How many of the lines in the material below contain the word "index"? Give the number alone.

━━━━

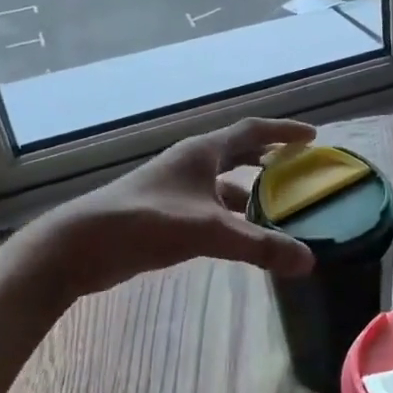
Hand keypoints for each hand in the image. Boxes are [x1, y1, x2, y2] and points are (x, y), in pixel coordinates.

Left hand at [21, 118, 317, 299]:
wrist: (80, 246)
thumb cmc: (145, 222)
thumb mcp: (207, 231)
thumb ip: (259, 246)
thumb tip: (308, 262)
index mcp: (202, 152)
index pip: (252, 130)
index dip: (283, 131)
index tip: (312, 137)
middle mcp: (190, 164)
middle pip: (238, 152)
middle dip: (268, 158)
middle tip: (298, 169)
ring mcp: (175, 188)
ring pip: (223, 183)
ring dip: (250, 190)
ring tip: (279, 206)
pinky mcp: (165, 213)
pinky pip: (209, 206)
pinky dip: (231, 215)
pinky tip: (241, 234)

━━━━

**Result for this task**
4